(Dataset records)
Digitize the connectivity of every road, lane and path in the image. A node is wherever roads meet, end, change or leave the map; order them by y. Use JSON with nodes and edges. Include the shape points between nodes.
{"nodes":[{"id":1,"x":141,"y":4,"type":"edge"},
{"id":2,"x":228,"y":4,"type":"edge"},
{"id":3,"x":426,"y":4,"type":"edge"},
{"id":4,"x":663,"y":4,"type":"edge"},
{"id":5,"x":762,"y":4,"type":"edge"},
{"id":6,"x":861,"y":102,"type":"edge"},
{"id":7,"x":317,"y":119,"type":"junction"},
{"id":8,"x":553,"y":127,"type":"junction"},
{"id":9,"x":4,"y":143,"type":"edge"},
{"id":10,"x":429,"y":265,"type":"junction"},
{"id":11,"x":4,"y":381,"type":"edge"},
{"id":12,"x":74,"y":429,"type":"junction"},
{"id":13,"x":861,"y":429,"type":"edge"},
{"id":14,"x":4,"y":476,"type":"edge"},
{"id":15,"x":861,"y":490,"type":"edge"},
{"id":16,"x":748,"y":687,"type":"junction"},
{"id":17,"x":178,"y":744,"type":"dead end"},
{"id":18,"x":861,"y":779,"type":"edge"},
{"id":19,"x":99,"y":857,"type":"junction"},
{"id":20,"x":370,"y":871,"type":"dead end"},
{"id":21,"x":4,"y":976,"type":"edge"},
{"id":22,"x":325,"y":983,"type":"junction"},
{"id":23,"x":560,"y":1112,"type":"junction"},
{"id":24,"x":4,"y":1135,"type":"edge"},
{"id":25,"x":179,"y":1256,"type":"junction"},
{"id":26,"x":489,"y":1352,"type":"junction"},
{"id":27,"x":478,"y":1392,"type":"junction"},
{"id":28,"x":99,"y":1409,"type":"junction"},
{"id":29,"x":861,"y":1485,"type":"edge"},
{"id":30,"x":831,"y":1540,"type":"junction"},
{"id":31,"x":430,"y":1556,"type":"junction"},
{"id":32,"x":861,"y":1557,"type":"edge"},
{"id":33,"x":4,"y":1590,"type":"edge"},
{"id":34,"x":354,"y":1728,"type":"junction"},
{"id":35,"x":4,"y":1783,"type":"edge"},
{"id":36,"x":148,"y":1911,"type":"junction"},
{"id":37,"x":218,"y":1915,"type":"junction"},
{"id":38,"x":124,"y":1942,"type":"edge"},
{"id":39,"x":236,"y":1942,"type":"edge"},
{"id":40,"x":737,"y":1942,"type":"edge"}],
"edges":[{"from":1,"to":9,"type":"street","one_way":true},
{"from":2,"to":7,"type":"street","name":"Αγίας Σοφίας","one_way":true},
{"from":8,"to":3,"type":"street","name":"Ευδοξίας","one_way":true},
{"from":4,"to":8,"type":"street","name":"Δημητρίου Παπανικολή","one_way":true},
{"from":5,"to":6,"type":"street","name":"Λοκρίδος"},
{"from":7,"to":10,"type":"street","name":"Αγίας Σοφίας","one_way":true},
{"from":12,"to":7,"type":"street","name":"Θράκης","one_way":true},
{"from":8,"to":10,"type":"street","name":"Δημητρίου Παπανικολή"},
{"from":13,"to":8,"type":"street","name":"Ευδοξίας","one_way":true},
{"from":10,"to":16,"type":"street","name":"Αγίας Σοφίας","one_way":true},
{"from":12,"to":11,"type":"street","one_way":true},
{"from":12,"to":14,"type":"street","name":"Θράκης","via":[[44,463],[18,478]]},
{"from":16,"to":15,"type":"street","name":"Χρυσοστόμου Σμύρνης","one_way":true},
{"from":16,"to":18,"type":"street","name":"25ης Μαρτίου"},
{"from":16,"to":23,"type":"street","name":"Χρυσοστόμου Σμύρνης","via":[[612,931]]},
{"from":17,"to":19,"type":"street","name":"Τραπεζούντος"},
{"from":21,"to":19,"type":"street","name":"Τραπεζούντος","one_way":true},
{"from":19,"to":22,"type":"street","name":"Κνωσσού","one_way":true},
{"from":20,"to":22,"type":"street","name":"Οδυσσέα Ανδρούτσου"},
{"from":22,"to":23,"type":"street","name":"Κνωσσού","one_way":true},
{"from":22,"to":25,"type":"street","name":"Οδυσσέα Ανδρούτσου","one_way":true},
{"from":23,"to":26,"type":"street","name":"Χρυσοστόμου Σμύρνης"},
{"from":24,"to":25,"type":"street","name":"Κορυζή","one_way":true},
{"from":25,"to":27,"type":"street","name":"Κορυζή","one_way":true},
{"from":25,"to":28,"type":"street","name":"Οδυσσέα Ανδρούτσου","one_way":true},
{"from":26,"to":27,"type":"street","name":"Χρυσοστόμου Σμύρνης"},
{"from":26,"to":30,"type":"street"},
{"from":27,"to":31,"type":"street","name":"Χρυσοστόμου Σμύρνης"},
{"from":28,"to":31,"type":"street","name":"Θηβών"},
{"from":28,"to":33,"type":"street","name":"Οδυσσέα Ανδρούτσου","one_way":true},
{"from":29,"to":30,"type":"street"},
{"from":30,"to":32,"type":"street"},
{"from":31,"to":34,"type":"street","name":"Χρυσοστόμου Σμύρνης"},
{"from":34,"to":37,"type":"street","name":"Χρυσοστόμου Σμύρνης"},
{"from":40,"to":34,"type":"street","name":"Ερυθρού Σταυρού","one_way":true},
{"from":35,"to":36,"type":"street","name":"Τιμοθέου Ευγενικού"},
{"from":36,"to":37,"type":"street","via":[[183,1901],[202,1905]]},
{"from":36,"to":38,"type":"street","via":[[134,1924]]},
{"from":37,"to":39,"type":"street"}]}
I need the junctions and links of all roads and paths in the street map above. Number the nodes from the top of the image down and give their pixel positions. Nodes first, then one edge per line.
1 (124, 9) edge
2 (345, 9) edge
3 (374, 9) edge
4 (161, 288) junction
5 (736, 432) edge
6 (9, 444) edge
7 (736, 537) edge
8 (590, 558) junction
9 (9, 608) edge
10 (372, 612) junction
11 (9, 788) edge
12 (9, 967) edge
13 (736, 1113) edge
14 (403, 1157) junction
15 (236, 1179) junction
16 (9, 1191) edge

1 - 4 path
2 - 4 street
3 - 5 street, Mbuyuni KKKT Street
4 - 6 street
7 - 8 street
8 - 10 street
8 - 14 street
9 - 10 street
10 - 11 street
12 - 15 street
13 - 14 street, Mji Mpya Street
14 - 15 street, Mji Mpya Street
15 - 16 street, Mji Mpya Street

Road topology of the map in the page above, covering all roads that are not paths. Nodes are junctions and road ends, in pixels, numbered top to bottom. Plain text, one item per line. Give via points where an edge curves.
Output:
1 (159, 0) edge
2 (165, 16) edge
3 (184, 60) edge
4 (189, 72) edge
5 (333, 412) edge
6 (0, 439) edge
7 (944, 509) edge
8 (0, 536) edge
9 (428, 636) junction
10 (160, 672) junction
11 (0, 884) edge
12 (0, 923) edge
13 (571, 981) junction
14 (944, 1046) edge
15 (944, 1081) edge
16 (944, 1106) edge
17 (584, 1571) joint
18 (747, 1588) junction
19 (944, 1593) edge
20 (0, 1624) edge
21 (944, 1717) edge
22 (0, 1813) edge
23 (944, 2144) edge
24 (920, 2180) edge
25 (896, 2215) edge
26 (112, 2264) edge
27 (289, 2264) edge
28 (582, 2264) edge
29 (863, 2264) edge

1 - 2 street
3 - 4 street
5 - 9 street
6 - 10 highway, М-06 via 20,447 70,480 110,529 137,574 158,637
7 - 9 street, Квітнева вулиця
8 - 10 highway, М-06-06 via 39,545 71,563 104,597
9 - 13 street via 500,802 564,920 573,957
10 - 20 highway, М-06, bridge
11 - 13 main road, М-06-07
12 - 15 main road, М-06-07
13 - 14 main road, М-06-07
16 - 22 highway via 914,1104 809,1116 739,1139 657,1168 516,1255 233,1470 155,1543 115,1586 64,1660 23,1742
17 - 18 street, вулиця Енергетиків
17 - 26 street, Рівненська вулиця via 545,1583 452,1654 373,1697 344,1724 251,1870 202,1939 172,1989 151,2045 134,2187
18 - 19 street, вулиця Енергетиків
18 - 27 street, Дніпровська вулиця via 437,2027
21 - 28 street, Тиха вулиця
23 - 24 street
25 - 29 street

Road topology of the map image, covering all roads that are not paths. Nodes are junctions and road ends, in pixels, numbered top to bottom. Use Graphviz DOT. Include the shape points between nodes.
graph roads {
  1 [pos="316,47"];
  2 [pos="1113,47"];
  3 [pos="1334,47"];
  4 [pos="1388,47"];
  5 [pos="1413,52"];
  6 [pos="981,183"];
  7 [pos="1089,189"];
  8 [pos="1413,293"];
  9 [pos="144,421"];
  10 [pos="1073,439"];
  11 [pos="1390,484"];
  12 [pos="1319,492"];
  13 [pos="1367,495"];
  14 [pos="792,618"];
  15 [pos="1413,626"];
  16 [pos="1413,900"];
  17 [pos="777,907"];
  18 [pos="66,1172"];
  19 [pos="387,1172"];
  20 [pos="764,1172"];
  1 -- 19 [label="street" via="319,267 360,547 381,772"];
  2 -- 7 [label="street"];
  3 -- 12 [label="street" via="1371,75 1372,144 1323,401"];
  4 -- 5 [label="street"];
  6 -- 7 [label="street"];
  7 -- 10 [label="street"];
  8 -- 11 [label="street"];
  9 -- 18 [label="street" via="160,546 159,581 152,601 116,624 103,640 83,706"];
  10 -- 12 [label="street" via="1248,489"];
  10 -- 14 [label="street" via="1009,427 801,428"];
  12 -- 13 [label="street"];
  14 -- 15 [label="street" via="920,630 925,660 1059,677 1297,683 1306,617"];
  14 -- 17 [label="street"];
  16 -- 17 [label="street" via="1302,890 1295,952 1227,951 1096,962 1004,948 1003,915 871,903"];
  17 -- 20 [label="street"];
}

**WORK REQUIRED**
Only one stretch of the data above is needed. Restate it word for word, from the line containing "I need the junctions" through the line containing "Road topology of the map in", both ends included.

**ANSWER FOR THE TASK**
I need the junctions and links of all roads and paths in the street map above. Number the nodes from the top of the image down and give their pixel positions. Nodes first, then one edge per line.
1 (124, 9) edge
2 (345, 9) edge
3 (374, 9) edge
4 (161, 288) junction
5 (736, 432) edge
6 (9, 444) edge
7 (736, 537) edge
8 (590, 558) junction
9 (9, 608) edge
10 (372, 612) junction
11 (9, 788) edge
12 (9, 967) edge
13 (736, 1113) edge
14 (403, 1157) junction
15 (236, 1179) junction
16 (9, 1191) edge

1 - 4 path
2 - 4 street
3 - 5 street, Mbuyuni KKKT Street
4 - 6 street
7 - 8 street
8 - 10 street
8 - 14 street
9 - 10 street
10 - 11 street
12 - 15 street
13 - 14 street, Mji Mpya Street
14 - 15 street, Mji Mpya Street
15 - 16 street, Mji Mpya Street

Road topology of the map in the page above, covering all roads that are not paths. Nodes are junctions and road ends, in pixels, numbered top to bottom. Plain text, one item per line. Give via points where an edge curves.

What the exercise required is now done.